One of the limitations with the Iridium service is the extremely small amount of data that can be sent and received. Iridium messages can be up to 340 bytes, although Rock Seven charges for every 50 bytes. Since messages can be up to 20 cents each (if you prepay for only 50 messages) we opted to build our messages around a 50 byte limit. To put that in perspective, the size of this log post is about 3500 characters or 14,000 bytes. It would cost a whopping $41 to send this content over Iridium through Rock Seven's service. It's a good thing normal Internet access doesn't cost that much...

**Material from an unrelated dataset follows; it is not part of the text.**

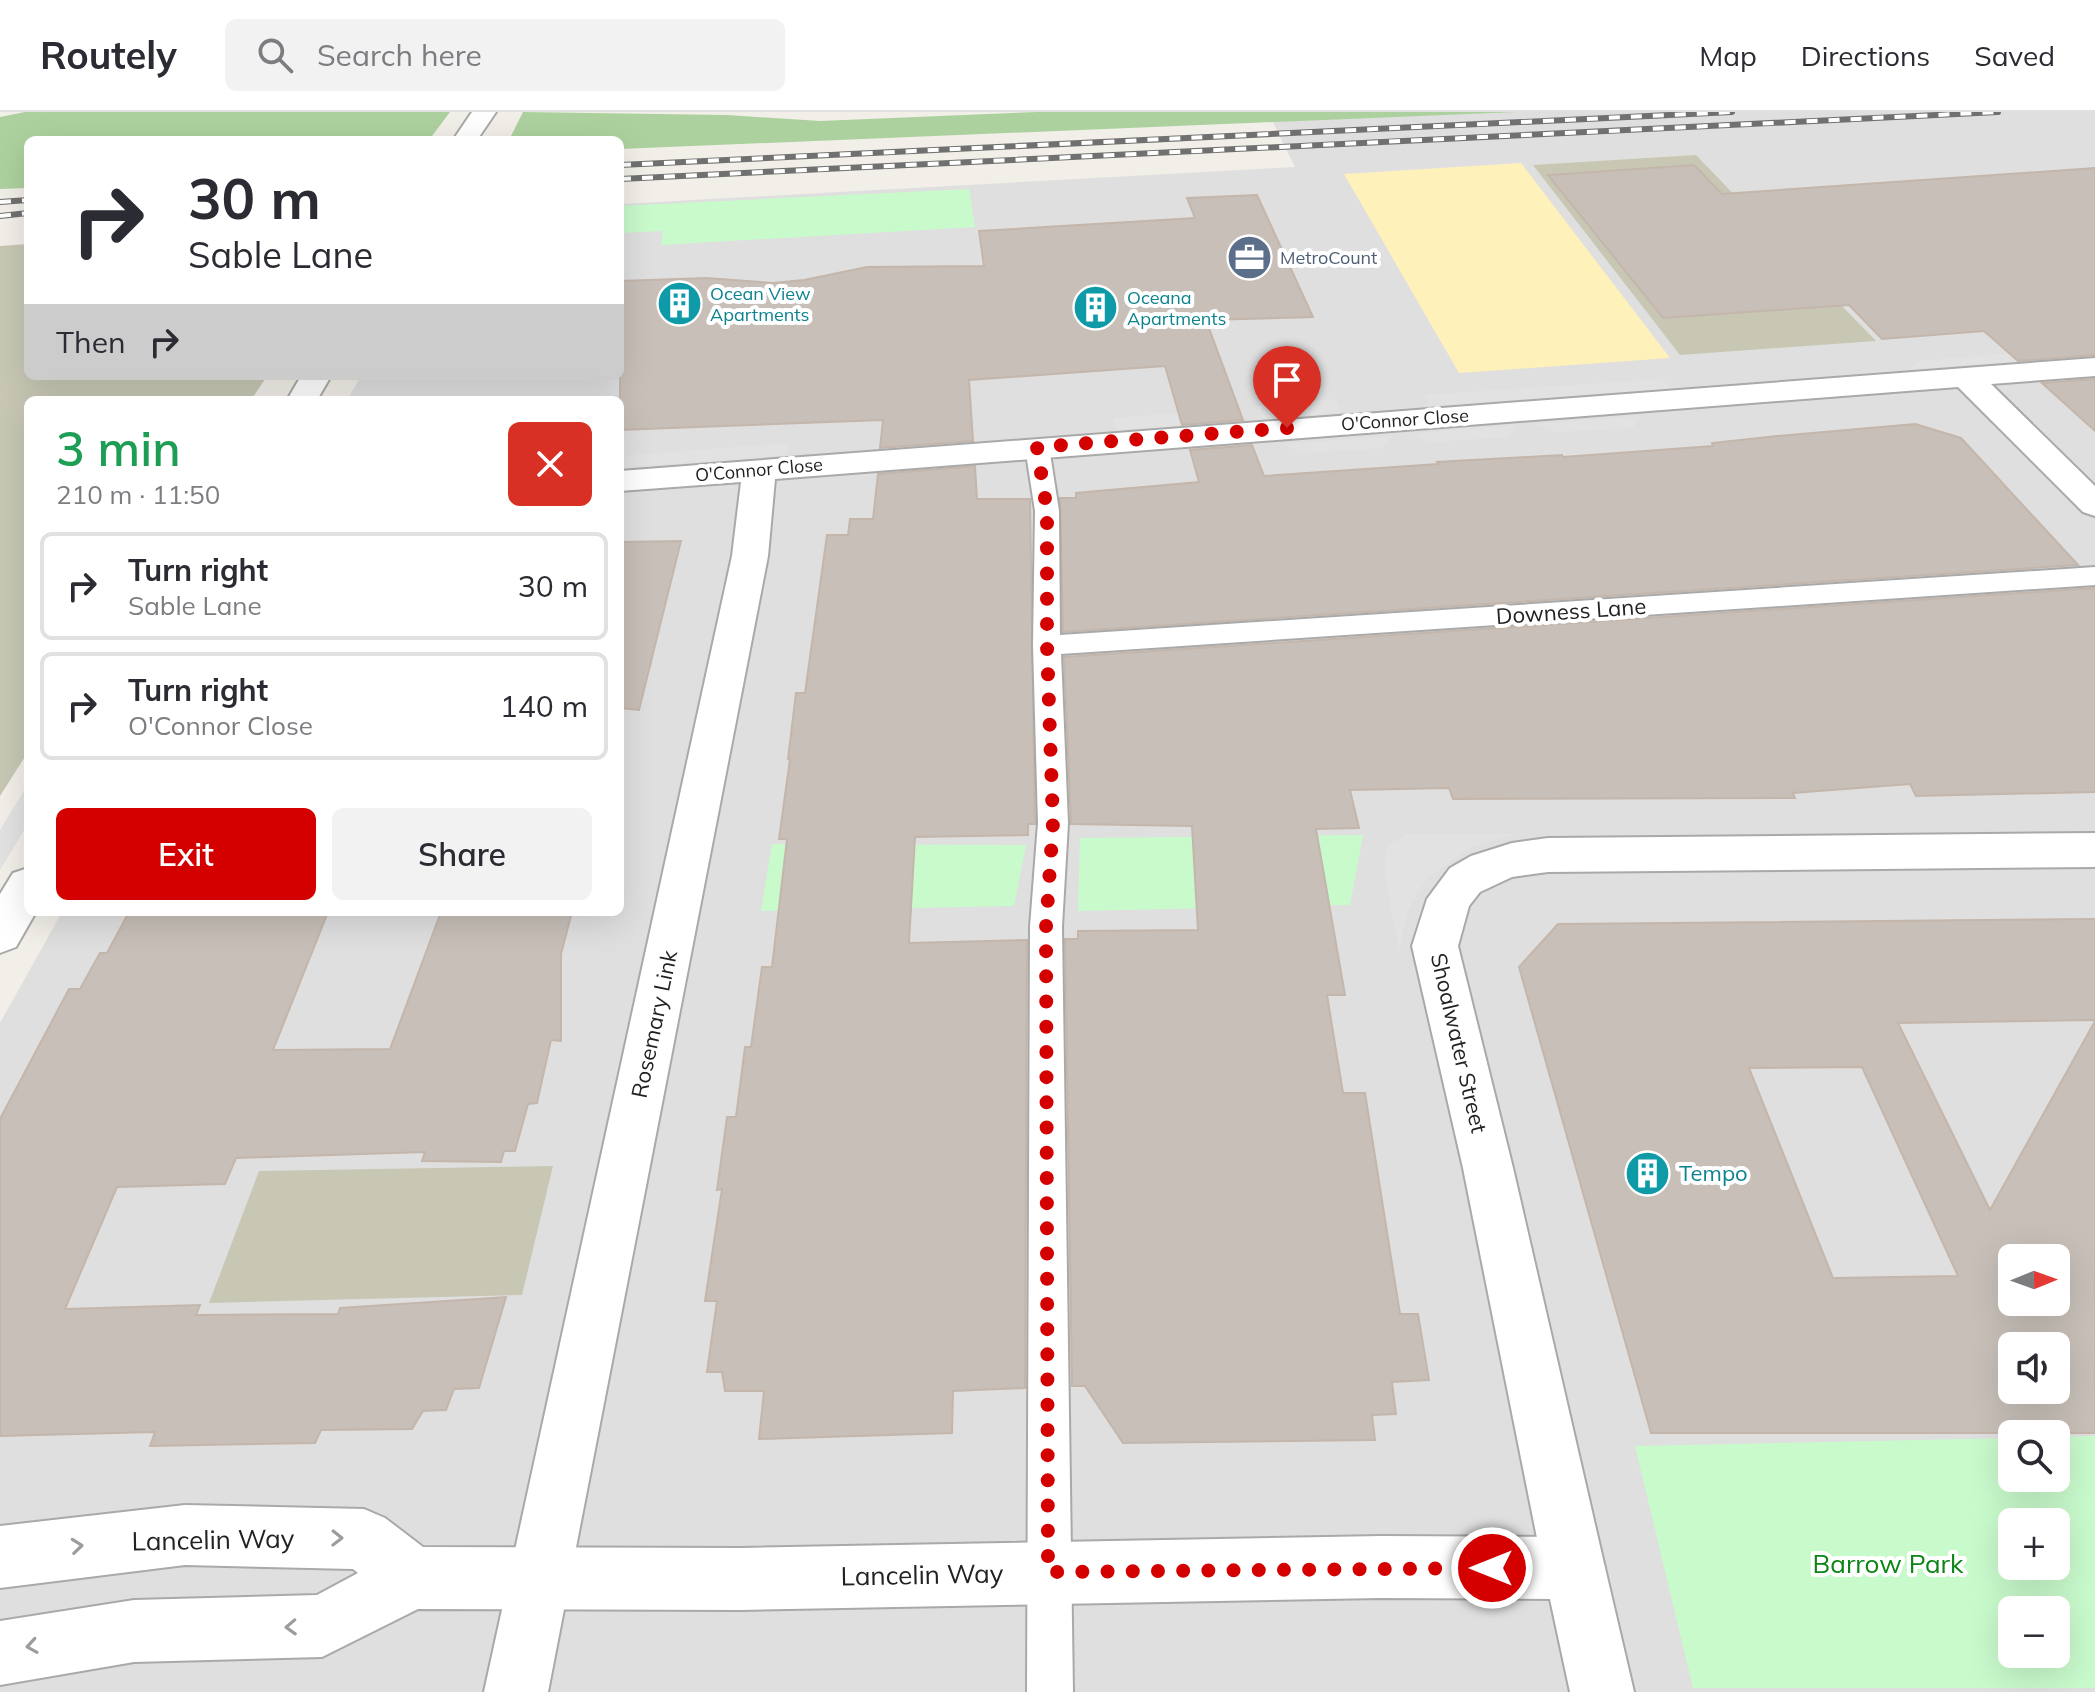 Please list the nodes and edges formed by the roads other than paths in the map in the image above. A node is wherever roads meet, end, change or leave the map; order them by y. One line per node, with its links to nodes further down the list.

With this data limitation, every single byte counts. In order to make passing information between the API and the surfboard as painless as possible, we created another repository called SolarSurferMessage solely to define message types and their content. This repository defines the message formats in a JSON text file and can automatically serialize and deserialize messages. Since SolarSurferMessage is also written in JavaScript, it is included directly in SolarSurferAPI. However, SolarSurferMessage also includes a script that generates an equivalent C++ message library for SolarSurferCore.

With everything in place, the end-to-end communication looks a bit like this:

We had this setup built in time to try out for our Ocean Test No. 3, and the setup worked great! We were even able to make auto-updating maps and graphs using data from SolarSurferAPI that we used to follow the surfboard while it was out in the ocean overnight - but more on that in a future post.